PCR reactions were pooled (2 LAM-PCR reactions per tube), and biotinylated DNA was purified using 20 μl of M-270 Streptavidin-coupled Dynabeads (Life Technologies), non-stick RNase-free microfuge tubes (Ambion), and 1:1 volume of 2X lithium binding buffer (6M LiCl, 10 mM Tris, 1 mM EDTA, pH 7.5). Binding was performed overnight at 4oC, followed by 4 washes with 800 μl of PBS/0.05% Triton-X 100.

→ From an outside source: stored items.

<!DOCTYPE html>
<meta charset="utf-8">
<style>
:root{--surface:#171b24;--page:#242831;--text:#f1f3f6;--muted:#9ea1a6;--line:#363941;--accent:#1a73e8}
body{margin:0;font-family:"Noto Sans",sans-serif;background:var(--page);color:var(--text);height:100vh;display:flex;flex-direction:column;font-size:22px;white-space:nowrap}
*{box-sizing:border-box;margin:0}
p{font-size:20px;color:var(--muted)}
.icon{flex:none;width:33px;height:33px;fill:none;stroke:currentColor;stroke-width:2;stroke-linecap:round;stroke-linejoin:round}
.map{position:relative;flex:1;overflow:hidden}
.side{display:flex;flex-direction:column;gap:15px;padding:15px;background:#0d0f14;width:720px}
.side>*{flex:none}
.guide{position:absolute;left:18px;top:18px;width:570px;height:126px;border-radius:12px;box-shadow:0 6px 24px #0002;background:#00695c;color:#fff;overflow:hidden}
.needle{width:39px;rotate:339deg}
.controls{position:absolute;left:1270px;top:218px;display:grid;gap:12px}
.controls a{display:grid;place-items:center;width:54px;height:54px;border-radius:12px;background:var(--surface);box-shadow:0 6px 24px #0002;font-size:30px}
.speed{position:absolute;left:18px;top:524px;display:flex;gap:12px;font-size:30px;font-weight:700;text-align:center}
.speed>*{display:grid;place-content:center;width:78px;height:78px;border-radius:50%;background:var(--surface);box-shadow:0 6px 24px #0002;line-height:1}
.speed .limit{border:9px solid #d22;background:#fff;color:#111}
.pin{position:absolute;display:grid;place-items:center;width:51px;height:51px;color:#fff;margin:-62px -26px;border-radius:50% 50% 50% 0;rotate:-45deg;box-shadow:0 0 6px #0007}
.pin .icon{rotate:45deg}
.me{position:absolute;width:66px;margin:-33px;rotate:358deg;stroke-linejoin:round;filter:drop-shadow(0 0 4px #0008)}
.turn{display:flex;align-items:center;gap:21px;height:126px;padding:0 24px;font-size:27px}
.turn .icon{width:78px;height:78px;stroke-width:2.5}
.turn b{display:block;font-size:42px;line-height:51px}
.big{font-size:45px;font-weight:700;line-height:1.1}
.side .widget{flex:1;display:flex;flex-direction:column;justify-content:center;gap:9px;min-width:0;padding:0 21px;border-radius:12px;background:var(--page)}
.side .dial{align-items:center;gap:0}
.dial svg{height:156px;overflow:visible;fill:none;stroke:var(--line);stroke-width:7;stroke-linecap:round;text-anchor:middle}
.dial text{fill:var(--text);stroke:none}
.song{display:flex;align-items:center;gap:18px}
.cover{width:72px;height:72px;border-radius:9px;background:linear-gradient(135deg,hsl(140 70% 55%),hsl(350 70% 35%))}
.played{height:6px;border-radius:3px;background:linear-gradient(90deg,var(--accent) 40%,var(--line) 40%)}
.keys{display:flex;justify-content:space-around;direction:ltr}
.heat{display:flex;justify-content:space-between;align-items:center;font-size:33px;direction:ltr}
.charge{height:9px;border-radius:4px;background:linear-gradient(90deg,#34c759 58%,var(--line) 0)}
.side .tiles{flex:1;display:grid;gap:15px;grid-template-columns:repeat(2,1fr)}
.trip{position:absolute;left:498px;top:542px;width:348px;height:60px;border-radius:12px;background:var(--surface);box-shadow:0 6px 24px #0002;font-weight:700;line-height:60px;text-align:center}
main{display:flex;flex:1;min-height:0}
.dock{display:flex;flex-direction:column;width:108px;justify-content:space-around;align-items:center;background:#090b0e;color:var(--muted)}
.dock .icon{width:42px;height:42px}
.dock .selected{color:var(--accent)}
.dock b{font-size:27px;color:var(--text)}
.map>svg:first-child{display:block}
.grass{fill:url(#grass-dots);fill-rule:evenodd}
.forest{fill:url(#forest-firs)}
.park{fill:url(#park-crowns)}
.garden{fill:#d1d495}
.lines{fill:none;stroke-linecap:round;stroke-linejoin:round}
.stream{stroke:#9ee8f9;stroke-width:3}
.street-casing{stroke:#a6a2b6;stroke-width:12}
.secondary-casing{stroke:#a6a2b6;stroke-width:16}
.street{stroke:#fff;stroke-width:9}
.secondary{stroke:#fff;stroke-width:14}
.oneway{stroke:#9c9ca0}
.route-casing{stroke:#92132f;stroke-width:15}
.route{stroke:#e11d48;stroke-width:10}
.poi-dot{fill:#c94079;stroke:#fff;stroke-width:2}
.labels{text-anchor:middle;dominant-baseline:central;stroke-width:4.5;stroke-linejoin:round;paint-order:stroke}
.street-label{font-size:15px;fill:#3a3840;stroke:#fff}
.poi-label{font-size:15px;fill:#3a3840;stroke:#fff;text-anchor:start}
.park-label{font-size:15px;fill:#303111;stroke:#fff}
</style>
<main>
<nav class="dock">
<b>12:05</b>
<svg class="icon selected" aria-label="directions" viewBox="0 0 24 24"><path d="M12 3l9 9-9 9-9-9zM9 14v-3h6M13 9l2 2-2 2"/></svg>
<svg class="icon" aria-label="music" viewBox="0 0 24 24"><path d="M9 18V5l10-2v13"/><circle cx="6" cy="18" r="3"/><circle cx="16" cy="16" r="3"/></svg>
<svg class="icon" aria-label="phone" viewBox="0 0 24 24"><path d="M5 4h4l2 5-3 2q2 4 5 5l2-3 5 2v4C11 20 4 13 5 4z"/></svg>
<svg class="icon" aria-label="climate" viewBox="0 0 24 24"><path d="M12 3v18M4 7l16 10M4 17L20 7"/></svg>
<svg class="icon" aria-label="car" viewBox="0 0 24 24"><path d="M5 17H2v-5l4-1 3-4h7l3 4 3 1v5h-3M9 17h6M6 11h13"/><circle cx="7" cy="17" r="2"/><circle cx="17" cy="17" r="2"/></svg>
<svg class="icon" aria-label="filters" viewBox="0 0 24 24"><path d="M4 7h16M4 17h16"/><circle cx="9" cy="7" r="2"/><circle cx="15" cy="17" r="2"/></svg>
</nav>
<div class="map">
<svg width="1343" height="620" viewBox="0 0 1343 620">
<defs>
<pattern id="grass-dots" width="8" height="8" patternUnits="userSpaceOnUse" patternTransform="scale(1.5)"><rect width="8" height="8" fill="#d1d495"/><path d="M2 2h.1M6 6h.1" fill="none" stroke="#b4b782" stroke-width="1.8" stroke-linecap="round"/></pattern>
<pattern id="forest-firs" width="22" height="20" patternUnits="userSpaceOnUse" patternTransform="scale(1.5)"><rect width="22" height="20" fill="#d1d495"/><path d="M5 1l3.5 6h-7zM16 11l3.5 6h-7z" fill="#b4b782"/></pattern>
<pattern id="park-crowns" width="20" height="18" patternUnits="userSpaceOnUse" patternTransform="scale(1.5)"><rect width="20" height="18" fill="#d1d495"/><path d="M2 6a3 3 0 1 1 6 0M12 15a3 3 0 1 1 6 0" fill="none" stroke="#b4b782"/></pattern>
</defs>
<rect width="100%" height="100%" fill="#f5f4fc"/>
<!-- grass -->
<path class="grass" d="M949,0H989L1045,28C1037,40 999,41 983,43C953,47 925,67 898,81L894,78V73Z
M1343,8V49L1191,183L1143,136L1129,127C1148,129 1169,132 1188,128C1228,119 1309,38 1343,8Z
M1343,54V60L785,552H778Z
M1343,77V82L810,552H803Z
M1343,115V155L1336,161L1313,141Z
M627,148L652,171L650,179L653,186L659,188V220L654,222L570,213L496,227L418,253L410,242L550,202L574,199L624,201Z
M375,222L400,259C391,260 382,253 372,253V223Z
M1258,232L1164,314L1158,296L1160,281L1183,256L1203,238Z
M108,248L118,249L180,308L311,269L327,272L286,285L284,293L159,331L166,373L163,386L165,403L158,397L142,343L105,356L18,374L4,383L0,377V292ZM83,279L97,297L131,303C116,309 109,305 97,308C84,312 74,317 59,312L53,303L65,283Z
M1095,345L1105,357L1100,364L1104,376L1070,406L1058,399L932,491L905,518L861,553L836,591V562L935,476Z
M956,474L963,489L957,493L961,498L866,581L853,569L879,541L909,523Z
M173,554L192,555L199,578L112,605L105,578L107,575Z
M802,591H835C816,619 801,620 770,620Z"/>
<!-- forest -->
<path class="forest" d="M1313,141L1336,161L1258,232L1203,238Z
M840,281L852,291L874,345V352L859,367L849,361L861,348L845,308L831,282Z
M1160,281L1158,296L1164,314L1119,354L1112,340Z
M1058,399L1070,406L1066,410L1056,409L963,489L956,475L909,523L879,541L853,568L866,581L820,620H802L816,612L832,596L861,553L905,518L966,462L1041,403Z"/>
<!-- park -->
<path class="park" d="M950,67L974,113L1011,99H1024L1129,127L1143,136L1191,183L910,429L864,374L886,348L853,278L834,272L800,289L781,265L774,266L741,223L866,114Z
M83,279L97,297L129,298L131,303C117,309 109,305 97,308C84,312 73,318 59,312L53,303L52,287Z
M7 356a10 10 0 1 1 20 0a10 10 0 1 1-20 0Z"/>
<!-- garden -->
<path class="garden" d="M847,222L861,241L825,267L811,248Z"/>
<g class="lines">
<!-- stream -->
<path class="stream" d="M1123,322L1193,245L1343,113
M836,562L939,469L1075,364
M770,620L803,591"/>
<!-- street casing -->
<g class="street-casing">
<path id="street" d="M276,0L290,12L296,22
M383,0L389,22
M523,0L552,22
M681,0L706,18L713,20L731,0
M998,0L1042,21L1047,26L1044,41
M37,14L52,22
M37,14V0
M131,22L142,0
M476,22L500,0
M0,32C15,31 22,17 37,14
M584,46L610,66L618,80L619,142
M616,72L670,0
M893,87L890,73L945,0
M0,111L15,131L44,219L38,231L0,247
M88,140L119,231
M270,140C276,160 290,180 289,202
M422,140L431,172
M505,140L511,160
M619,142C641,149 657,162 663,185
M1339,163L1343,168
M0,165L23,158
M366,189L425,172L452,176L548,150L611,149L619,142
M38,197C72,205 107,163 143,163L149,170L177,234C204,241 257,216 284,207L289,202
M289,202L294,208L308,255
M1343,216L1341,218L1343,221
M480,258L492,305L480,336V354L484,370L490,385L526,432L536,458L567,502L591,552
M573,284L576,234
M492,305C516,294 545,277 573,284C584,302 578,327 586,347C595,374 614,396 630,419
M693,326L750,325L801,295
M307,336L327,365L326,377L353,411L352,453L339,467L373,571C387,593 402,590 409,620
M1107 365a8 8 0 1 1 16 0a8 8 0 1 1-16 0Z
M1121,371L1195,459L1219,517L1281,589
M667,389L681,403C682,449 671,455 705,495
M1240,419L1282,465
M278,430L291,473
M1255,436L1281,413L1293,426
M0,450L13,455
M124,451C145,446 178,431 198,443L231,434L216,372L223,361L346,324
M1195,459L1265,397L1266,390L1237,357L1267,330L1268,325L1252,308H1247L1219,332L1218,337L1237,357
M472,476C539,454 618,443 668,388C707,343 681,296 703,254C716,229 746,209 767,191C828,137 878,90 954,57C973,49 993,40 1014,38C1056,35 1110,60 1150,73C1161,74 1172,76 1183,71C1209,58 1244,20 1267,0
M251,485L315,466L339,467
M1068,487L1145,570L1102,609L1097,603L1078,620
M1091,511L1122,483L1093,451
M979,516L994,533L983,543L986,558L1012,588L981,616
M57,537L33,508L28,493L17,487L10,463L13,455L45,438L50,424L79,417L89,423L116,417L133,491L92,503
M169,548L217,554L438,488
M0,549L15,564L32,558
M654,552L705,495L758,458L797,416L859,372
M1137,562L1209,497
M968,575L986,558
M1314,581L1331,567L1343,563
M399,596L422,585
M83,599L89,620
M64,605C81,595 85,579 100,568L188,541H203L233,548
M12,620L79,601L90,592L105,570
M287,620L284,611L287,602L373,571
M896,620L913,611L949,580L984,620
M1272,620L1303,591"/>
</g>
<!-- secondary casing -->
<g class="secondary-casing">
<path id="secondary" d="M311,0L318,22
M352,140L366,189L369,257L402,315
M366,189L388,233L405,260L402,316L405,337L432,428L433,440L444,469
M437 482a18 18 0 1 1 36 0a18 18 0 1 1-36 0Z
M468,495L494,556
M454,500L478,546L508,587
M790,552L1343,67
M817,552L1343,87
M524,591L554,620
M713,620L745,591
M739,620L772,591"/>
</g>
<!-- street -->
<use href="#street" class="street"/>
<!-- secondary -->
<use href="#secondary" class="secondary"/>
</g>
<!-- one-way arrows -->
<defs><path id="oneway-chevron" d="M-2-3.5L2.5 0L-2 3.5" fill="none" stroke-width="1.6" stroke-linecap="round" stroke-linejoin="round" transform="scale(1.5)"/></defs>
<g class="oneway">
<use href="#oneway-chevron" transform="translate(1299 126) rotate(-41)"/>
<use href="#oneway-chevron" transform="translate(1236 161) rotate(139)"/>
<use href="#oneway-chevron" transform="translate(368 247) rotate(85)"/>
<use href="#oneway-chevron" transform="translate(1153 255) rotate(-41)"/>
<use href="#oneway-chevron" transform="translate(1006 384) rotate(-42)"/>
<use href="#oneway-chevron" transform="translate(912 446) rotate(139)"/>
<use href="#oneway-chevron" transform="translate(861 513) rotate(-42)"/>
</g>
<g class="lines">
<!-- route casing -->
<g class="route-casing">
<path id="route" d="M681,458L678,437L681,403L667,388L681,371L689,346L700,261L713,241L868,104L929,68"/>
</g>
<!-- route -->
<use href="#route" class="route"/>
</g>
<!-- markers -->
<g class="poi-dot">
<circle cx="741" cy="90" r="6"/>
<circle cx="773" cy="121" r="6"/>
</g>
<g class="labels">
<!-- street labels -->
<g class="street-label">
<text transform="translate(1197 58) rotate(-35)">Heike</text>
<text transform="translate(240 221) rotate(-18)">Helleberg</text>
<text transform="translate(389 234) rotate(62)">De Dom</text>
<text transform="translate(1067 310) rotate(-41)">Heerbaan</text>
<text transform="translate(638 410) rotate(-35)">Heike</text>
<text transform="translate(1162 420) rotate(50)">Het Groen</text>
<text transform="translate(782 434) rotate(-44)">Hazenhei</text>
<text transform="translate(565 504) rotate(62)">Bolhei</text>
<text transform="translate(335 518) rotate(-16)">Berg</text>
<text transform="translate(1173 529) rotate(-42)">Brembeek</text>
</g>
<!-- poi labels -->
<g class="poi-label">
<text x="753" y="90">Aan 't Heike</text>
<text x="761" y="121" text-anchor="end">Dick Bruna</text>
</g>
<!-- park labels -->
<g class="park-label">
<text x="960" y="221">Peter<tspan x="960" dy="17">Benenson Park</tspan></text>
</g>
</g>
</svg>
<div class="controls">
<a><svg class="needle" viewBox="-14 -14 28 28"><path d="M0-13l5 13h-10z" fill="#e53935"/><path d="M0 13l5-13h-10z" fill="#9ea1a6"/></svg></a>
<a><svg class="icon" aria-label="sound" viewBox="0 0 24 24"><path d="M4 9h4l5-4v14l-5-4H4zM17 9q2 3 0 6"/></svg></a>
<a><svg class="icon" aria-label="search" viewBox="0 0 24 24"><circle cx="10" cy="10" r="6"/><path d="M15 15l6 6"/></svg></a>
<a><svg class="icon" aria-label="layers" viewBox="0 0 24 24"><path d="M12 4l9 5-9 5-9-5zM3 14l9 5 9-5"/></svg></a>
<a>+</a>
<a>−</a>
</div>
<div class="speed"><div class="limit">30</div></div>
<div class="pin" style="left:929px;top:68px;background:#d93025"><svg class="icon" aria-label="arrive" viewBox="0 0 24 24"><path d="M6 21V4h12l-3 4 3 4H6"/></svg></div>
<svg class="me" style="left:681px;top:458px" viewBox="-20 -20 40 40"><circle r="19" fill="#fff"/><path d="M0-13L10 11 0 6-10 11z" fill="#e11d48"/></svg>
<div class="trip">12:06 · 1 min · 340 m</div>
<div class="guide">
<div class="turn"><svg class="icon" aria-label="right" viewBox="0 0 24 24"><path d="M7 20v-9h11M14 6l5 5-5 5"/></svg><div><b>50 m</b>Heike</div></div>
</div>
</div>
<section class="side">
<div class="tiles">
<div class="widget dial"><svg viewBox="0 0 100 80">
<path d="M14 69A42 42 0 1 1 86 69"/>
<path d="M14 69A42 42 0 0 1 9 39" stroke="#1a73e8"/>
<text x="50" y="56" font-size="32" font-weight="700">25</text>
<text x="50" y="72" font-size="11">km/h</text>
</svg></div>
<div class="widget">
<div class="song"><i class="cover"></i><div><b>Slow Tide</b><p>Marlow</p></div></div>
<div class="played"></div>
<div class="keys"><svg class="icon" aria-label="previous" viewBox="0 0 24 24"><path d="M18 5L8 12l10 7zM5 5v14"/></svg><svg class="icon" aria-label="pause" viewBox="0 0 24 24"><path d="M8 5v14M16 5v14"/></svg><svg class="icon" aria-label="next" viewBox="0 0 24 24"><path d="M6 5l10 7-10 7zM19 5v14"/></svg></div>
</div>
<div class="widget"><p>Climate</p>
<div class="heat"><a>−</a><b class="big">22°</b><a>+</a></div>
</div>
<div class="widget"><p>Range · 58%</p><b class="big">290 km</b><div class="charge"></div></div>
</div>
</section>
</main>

Linker ligation to the 3′ end of PCR products was performed using Circligase II (Lucigen) exactly as described (22). Beads were then washed 4 times with 800 μl of PBS/0.05% Triton-X 100.
For the second, exponential PCR reaction, beads containing 2 LAM-PCR reactions per tube (i.e., one linker ligation reaction) were used for one exponential PCR reaction. PCR was performed exactly as described (22). PCR reaction supernatants were analyzed in a 1% agarose gel, then separately purified using a QIAquick PCR Purification kit (Qiagen). Reactions showing homogenous smears only (Fig. 4A) were pooled and submitted for sequencing on a HiSeq2500 instrument (Illumina) as described (22). Sequencing was performed by the University of Rochester Functional Genomics Center. Data were analyzed using a standard pipeline available at https://github.com/BrummelkampResearch.
Immunoblotting
Immunoblotting was performed as described (7).
Hit Validation
HEK293T cells were plated at 41,570 cells per well of a 24-well plate 24-hours before transfection. Cells were then transfected with 12.31 pmol of siRNA (Dharmacon or Sigma) per well using 0.6155 μl RNAiMAX (Invitrogen). Cells were transfected 24-hours later with either 17.687 ng of pCMV-ß-globin Norm and 7.075 ng of pCMV-MUP or, separately, with 17.687 ng of pCMV-ß-globin 39 Ter and 7.075 ng of pCMV-MUP plasmid. Cells were harvested 24-hours later. RNA was extracted and subjected to reverse transcription and qPCR as described (7).
Acknowledgements
We thank Joppe Nieuwenhuis and Thijn Brummelkamp for reagents and helpful advice.